_TASK DIRECTIONS_.
The records must be repeated exactly and in their entirety.

Extracted data entries

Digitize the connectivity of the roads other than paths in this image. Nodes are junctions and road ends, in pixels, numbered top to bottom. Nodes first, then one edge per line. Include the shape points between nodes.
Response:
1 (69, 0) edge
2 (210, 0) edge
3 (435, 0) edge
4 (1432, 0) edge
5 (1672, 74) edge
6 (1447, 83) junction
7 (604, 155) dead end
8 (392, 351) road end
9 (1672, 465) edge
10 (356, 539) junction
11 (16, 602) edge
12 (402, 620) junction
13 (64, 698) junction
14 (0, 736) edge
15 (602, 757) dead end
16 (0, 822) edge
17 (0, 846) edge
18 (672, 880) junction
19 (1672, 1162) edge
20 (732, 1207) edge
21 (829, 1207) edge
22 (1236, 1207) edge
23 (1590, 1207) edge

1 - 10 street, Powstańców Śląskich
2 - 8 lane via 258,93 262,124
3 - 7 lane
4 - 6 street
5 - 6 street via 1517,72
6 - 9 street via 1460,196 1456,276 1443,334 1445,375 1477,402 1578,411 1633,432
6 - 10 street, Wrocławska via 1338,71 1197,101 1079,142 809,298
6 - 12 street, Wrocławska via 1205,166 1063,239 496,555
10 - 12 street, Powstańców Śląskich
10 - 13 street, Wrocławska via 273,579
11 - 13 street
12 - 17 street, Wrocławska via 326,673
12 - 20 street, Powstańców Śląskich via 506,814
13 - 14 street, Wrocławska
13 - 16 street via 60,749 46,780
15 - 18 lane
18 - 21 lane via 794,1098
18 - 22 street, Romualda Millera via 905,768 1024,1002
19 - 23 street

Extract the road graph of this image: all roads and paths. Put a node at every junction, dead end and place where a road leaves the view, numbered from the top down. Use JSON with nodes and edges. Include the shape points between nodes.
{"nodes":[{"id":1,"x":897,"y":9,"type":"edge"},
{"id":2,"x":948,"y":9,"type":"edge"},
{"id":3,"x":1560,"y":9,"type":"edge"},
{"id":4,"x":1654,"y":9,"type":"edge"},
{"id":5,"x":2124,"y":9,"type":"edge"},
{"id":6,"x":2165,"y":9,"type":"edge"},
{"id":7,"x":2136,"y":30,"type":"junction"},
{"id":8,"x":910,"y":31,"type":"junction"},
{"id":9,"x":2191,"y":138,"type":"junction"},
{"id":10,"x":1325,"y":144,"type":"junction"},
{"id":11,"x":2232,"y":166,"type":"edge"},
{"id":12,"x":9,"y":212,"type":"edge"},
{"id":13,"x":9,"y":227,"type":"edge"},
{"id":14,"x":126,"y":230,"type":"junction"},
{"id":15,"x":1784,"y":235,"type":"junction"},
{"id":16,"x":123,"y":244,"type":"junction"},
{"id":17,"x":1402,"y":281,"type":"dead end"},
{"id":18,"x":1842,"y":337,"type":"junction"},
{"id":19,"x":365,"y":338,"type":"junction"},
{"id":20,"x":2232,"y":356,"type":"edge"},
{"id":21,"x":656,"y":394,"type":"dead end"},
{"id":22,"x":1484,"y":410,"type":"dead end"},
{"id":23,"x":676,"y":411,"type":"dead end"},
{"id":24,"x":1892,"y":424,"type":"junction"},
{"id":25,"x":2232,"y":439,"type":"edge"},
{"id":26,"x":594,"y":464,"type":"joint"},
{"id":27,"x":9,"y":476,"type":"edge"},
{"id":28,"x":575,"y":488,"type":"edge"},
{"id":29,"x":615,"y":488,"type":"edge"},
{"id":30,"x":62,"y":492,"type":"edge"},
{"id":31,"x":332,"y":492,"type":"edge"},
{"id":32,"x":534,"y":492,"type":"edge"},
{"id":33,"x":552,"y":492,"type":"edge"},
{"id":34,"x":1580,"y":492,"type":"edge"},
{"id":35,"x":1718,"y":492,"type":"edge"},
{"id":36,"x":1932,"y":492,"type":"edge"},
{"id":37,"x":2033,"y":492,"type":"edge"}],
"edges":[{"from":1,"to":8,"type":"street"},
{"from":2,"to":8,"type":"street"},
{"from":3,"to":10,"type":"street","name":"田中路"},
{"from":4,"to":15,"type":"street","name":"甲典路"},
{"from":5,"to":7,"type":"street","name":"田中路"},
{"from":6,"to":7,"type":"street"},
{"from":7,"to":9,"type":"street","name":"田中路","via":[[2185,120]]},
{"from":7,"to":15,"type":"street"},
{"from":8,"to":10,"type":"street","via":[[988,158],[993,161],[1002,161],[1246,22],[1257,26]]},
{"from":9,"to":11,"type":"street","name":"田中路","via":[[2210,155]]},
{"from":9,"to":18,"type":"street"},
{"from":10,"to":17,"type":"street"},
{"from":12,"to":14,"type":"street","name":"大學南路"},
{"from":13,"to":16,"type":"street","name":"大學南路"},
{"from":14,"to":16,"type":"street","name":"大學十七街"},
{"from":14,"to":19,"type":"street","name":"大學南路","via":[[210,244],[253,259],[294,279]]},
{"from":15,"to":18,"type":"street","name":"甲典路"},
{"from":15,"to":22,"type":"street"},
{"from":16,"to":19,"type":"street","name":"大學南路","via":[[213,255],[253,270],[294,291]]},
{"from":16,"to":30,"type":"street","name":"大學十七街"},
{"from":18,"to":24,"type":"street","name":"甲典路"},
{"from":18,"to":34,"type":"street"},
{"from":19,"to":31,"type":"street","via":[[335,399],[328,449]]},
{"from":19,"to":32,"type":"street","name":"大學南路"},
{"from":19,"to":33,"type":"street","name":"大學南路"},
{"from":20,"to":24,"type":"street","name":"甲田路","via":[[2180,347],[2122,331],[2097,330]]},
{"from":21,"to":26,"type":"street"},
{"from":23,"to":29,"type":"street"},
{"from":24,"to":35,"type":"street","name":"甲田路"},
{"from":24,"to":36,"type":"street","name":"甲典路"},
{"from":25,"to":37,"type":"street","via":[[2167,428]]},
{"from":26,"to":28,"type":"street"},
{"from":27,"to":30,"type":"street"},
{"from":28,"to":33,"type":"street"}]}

_RESULT FOR THIS EXERCISE_.
Digitize the connectivity of the roads other than paths in this image. Nodes are junctions and road ends, in pixels, numbered top to bottom. Nodes first, then one edge per line. Include the shape points between nodes.
Response:
1 (69, 0) edge
2 (210, 0) edge
3 (435, 0) edge
4 (1432, 0) edge
5 (1672, 74) edge
6 (1447, 83) junction
7 (604, 155) dead end
8 (392, 351) road end
9 (1672, 465) edge
10 (356, 539) junction
11 (16, 602) edge
12 (402, 620) junction
13 (64, 698) junction
14 (0, 736) edge
15 (602, 757) dead end
16 (0, 822) edge
17 (0, 846) edge
18 (672, 880) junction
19 (1672, 1162) edge
20 (732, 1207) edge
21 (829, 1207) edge
22 (1236, 1207) edge
23 (1590, 1207) edge

1 - 10 street, Powstańców Śląskich
2 - 8 lane via 258,93 262,124
3 - 7 lane
4 - 6 street
5 - 6 street via 1517,72
6 - 9 street via 1460,196 1456,276 1443,334 1445,375 1477,402 1578,411 1633,432
6 - 10 street, Wrocławska via 1338,71 1197,101 1079,142 809,298
6 - 12 street, Wrocławska via 1205,166 1063,239 496,555
10 - 12 street, Powstańców Śląskich
10 - 13 street, Wrocławska via 273,579
11 - 13 street
12 - 17 street, Wrocławska via 326,673
12 - 20 street, Powstańców Śląskich via 506,814
13 - 14 street, Wrocławska
13 - 16 street via 60,749 46,780
15 - 18 lane
18 - 21 lane via 794,1098
18 - 22 street, Romualda Millera via 905,768 1024,1002
19 - 23 street

Extract the road graph of this image: all roads and paths. Put a node at every junction, dead end and place where a road leaves the view, numbered from the top down. Use JSON with nodes and edges. Include the shape points between nodes.
{"nodes":[{"id":1,"x":897,"y":9,"type":"edge"},
{"id":2,"x":948,"y":9,"type":"edge"},
{"id":3,"x":1560,"y":9,"type":"edge"},
{"id":4,"x":1654,"y":9,"type":"edge"},
{"id":5,"x":2124,"y":9,"type":"edge"},
{"id":6,"x":2165,"y":9,"type":"edge"},
{"id":7,"x":2136,"y":30,"type":"junction"},
{"id":8,"x":910,"y":31,"type":"junction"},
{"id":9,"x":2191,"y":138,"type":"junction"},
{"id":10,"x":1325,"y":144,"type":"junction"},
{"id":11,"x":2232,"y":166,"type":"edge"},
{"id":12,"x":9,"y":212,"type":"edge"},
{"id":13,"x":9,"y":227,"type":"edge"},
{"id":14,"x":126,"y":230,"type":"junction"},
{"id":15,"x":1784,"y":235,"type":"junction"},
{"id":16,"x":123,"y":244,"type":"junction"},
{"id":17,"x":1402,"y":281,"type":"dead end"},
{"id":18,"x":1842,"y":337,"type":"junction"},
{"id":19,"x":365,"y":338,"type":"junction"},
{"id":20,"x":2232,"y":356,"type":"edge"},
{"id":21,"x":656,"y":394,"type":"dead end"},
{"id":22,"x":1484,"y":410,"type":"dead end"},
{"id":23,"x":676,"y":411,"type":"dead end"},
{"id":24,"x":1892,"y":424,"type":"junction"},
{"id":25,"x":2232,"y":439,"type":"edge"},
{"id":26,"x":594,"y":464,"type":"joint"},
{"id":27,"x":9,"y":476,"type":"edge"},
{"id":28,"x":575,"y":488,"type":"edge"},
{"id":29,"x":615,"y":488,"type":"edge"},
{"id":30,"x":62,"y":492,"type":"edge"},
{"id":31,"x":332,"y":492,"type":"edge"},
{"id":32,"x":534,"y":492,"type":"edge"},
{"id":33,"x":552,"y":492,"type":"edge"},
{"id":34,"x":1580,"y":492,"type":"edge"},
{"id":35,"x":1718,"y":492,"type":"edge"},
{"id":36,"x":1932,"y":492,"type":"edge"},
{"id":37,"x":2033,"y":492,"type":"edge"}],
"edges":[{"from":1,"to":8,"type":"street"},
{"from":2,"to":8,"type":"street"},
{"from":3,"to":10,"type":"street","name":"田中路"},
{"from":4,"to":15,"type":"street","name":"甲典路"},
{"from":5,"to":7,"type":"street","name":"田中路"},
{"from":6,"to":7,"type":"street"},
{"from":7,"to":9,"type":"street","name":"田中路","via":[[2185,120]]},
{"from":7,"to":15,"type":"street"},
{"from":8,"to":10,"type":"street","via":[[988,158],[993,161],[1002,161],[1246,22],[1257,26]]},
{"from":9,"to":11,"type":"street","name":"田中路","via":[[2210,155]]},
{"from":9,"to":18,"type":"street"},
{"from":10,"to":17,"type":"street"},
{"from":12,"to":14,"type":"street","name":"大學南路"},
{"from":13,"to":16,"type":"street","name":"大學南路"},
{"from":14,"to":16,"type":"street","name":"大學十七街"},
{"from":14,"to":19,"type":"street","name":"大學南路","via":[[210,244],[253,259],[294,279]]},
{"from":15,"to":18,"type":"street","name":"甲典路"},
{"from":15,"to":22,"type":"street"},
{"from":16,"to":19,"type":"street","name":"大學南路","via":[[213,255],[253,270],[294,291]]},
{"from":16,"to":30,"type":"street","name":"大學十七街"},
{"from":18,"to":24,"type":"street","name":"甲典路"},
{"from":18,"to":34,"type":"street"},
{"from":19,"to":31,"type":"street","via":[[335,399],[328,449]]},
{"from":19,"to":32,"type":"street","name":"大學南路"},
{"from":19,"to":33,"type":"street","name":"大學南路"},
{"from":20,"to":24,"type":"street","name":"甲田路","via":[[2180,347],[2122,331],[2097,330]]},
{"from":21,"to":26,"type":"street"},
{"from":23,"to":29,"type":"street"},
{"from":24,"to":35,"type":"street","name":"甲田路"},
{"from":24,"to":36,"type":"street","name":"甲典路"},
{"from":25,"to":37,"type":"street","via":[[2167,428]]},
{"from":26,"to":28,"type":"street"},
{"from":27,"to":30,"type":"street"},
{"from":28,"to":33,"type":"street"}]}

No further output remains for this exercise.